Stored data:
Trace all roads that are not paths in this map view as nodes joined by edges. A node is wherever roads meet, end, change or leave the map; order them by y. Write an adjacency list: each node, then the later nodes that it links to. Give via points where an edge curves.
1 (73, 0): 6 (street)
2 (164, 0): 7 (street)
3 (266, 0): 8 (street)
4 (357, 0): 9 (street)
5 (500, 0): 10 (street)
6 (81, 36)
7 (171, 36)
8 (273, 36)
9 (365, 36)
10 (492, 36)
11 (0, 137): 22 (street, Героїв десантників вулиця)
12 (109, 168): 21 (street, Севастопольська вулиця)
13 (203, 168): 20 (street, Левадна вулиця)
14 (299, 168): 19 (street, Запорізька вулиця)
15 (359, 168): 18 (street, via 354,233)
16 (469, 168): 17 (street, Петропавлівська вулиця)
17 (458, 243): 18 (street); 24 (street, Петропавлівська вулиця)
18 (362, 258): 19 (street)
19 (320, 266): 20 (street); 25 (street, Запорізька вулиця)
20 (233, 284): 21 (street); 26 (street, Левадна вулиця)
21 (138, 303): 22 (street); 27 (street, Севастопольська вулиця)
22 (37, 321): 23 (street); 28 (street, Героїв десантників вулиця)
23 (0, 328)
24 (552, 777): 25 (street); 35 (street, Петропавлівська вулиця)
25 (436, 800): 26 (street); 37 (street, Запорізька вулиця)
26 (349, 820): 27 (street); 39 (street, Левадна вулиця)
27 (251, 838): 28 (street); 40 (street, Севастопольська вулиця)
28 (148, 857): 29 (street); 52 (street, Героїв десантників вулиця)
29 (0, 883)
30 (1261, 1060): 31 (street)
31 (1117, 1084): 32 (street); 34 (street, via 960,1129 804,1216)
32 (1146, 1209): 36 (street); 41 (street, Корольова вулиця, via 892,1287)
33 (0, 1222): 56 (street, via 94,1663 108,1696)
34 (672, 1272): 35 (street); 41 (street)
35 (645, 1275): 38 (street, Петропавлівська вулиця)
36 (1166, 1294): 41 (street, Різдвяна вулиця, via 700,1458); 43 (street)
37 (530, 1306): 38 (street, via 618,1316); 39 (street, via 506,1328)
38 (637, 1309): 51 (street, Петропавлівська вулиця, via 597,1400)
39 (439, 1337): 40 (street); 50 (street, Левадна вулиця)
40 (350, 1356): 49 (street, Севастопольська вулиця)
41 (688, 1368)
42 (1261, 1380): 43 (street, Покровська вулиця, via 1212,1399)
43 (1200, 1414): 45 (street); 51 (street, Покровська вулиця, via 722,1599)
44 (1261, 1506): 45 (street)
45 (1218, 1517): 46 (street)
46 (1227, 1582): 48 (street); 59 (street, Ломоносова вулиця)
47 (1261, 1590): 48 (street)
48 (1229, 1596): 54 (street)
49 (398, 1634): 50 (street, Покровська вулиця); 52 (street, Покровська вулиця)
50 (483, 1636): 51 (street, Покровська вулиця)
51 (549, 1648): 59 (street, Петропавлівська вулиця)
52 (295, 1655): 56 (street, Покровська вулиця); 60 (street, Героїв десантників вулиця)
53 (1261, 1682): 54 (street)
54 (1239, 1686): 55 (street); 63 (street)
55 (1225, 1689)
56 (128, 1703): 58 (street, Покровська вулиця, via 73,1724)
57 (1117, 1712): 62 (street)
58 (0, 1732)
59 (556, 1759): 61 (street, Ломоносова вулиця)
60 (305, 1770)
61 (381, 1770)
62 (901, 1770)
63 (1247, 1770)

**Work instruction**
Copy out all of the data. Keep every word unchanged.

**Written answer**
Trace all roads that are not paths in this map view as nodes joined by edges. A node is wherever roads meet, end, change or leave the map; order them by y. Write an adjacency list: each node, then the later nodes that it links to. Give via points where an edge curves.
1 (73, 0): 6 (street)
2 (164, 0): 7 (street)
3 (266, 0): 8 (street)
4 (357, 0): 9 (street)
5 (500, 0): 10 (street)
6 (81, 36)
7 (171, 36)
8 (273, 36)
9 (365, 36)
10 (492, 36)
11 (0, 137): 22 (street, Героїв десантників вулиця)
12 (109, 168): 21 (street, Севастопольська вулиця)
13 (203, 168): 20 (street, Левадна вулиця)
14 (299, 168): 19 (street, Запорізька вулиця)
15 (359, 168): 18 (street, via 354,233)
16 (469, 168): 17 (street, Петропавлівська вулиця)
17 (458, 243): 18 (street); 24 (street, Петропавлівська вулиця)
18 (362, 258): 19 (street)
19 (320, 266): 20 (street); 25 (street, Запорізька вулиця)
20 (233, 284): 21 (street); 26 (street, Левадна вулиця)
21 (138, 303): 22 (street); 27 (street, Севастопольська вулиця)
22 (37, 321): 23 (street); 28 (street, Героїв десантників вулиця)
23 (0, 328)
24 (552, 777): 25 (street); 35 (street, Петропавлівська вулиця)
25 (436, 800): 26 (street); 37 (street, Запорізька вулиця)
26 (349, 820): 27 (street); 39 (street, Левадна вулиця)
27 (251, 838): 28 (street); 40 (street, Севастопольська вулиця)
28 (148, 857): 29 (street); 52 (street, Героїв десантників вулиця)
29 (0, 883)
30 (1261, 1060): 31 (street)
31 (1117, 1084): 32 (street); 34 (street, via 960,1129 804,1216)
32 (1146, 1209): 36 (street); 41 (street, Корольова вулиця, via 892,1287)
33 (0, 1222): 56 (street, via 94,1663 108,1696)
34 (672, 1272): 35 (street); 41 (street)
35 (645, 1275): 38 (street, Петропавлівська вулиця)
36 (1166, 1294): 41 (street, Різдвяна вулиця, via 700,1458); 43 (street)
37 (530, 1306): 38 (street, via 618,1316); 39 (street, via 506,1328)
38 (637, 1309): 51 (street, Петропавлівська вулиця, via 597,1400)
39 (439, 1337): 40 (street); 50 (street, Левадна вулиця)
40 (350, 1356): 49 (street, Севастопольська вулиця)
41 (688, 1368)
42 (1261, 1380): 43 (street, Покровська вулиця, via 1212,1399)
43 (1200, 1414): 45 (street); 51 (street, Покровська вулиця, via 722,1599)
44 (1261, 1506): 45 (street)
45 (1218, 1517): 46 (street)
46 (1227, 1582): 48 (street); 59 (street, Ломоносова вулиця)
47 (1261, 1590): 48 (street)
48 (1229, 1596): 54 (street)
49 (398, 1634): 50 (street, Покровська вулиця); 52 (street, Покровська вулиця)
50 (483, 1636): 51 (street, Покровська вулиця)
51 (549, 1648): 59 (street, Петропавлівська вулиця)
52 (295, 1655): 56 (street, Покровська вулиця); 60 (street, Героїв десантників вулиця)
53 (1261, 1682): 54 (street)
54 (1239, 1686): 55 (street); 63 (street)
55 (1225, 1689)
56 (128, 1703): 58 (street, Покровська вулиця, via 73,1724)
57 (1117, 1712): 62 (street)
58 (0, 1732)
59 (556, 1759): 61 (street, Ломоносова вулиця)
60 (305, 1770)
61 (381, 1770)
62 (901, 1770)
63 (1247, 1770)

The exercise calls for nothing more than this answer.